There is the more immediate fact that when you have multiple people working together, you get all sorts of added effects, such as a more efficient usage of space and repetition, combined strength, simultaneous coordination, competitive vigor, social enjoyment, and so on. More important though are the divisions of labor that develop, where having a certain amount of people allows for certain techniques, traditions, and knowledge sets to be built up more thoroughly and then preserved through a given branch of laborer. 

There is only so much time in a day, and so branching specializations allow for the deepening and perfection of a given branch of discipline which can be split off into ever-finer designations as population grows and a culture advances. The sum total of all of this activity - which results in something greater than its parts - is an economic culture which has a distinct and effective structure. 

This structure forms the basis of a body with a certain character, which is at once a great power and a dangerous trap. Let's first imagine this dichotomy in a single resource and work up from there. Let's say that your culture persists in a heavily forested landscape, and that you make heavy use of timber to produce a lot of your wealth. Processing a single tree - even a small one - is a hell of a lot of work: you fell the tree, and then you have to de-limb it, and then figure out what you're going to do with all of those limbs. Then you've got to move the actual log or logs around and process those, and then store and refine and process those worked-over materials further. 

If you're watching your resources and you have a limited labor force, you're making use of as much of that tree and as much of that process as is possible.
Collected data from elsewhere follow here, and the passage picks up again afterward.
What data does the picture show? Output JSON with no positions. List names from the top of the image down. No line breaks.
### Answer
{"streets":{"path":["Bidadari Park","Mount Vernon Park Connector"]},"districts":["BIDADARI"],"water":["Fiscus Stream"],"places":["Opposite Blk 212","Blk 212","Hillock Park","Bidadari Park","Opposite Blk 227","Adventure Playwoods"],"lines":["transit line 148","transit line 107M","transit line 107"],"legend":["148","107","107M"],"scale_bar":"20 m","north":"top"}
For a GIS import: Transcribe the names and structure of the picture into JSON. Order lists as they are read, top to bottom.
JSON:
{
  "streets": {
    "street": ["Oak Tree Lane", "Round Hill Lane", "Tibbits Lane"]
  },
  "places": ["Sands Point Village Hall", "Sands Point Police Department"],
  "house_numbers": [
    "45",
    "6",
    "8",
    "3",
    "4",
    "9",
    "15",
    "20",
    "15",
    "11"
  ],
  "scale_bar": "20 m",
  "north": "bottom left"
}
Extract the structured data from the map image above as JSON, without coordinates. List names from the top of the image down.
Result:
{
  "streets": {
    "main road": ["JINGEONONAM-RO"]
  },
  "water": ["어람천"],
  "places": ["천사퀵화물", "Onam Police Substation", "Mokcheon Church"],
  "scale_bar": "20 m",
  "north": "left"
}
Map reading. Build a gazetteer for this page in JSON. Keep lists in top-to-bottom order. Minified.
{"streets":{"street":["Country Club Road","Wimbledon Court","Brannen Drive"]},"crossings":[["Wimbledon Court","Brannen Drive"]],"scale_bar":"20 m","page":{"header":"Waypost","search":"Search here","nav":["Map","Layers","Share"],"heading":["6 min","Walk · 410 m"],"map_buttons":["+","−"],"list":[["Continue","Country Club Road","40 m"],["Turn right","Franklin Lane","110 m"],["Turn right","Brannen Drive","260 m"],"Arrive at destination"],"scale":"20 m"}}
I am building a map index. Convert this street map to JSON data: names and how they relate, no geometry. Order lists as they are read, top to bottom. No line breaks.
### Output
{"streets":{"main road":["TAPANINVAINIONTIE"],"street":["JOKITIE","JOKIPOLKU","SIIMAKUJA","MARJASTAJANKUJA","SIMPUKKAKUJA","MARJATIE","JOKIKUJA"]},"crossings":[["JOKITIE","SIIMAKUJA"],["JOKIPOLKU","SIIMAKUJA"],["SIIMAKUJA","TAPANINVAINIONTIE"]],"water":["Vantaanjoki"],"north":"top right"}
And then your infrastructure is made up of those trees, and your economic culture is made up of the knowledge of those processes as they are passed down generations. Your buildings and furniture and tools and your energy and so on are made up of those trees, and as they break down they need to be repaired or replaced by those trees, and so on. These trees in a sizeable part make up your material lifeblood. 

In our society that lifeblood is oil, and to a lesser extent materials like steel and concrete, which involve fossil fuels in their production anyway. Oil is an incredible substance: all those millions of years of sunlight and decomposed living things, and we can do just about everything with it. Energy, transportation, feedstocks, plastics, and that's just scratching the surface. At this stage we need it to function; we use it every day. And at the same time it is a substance and power that is regarded with the utmost fear and hatred. 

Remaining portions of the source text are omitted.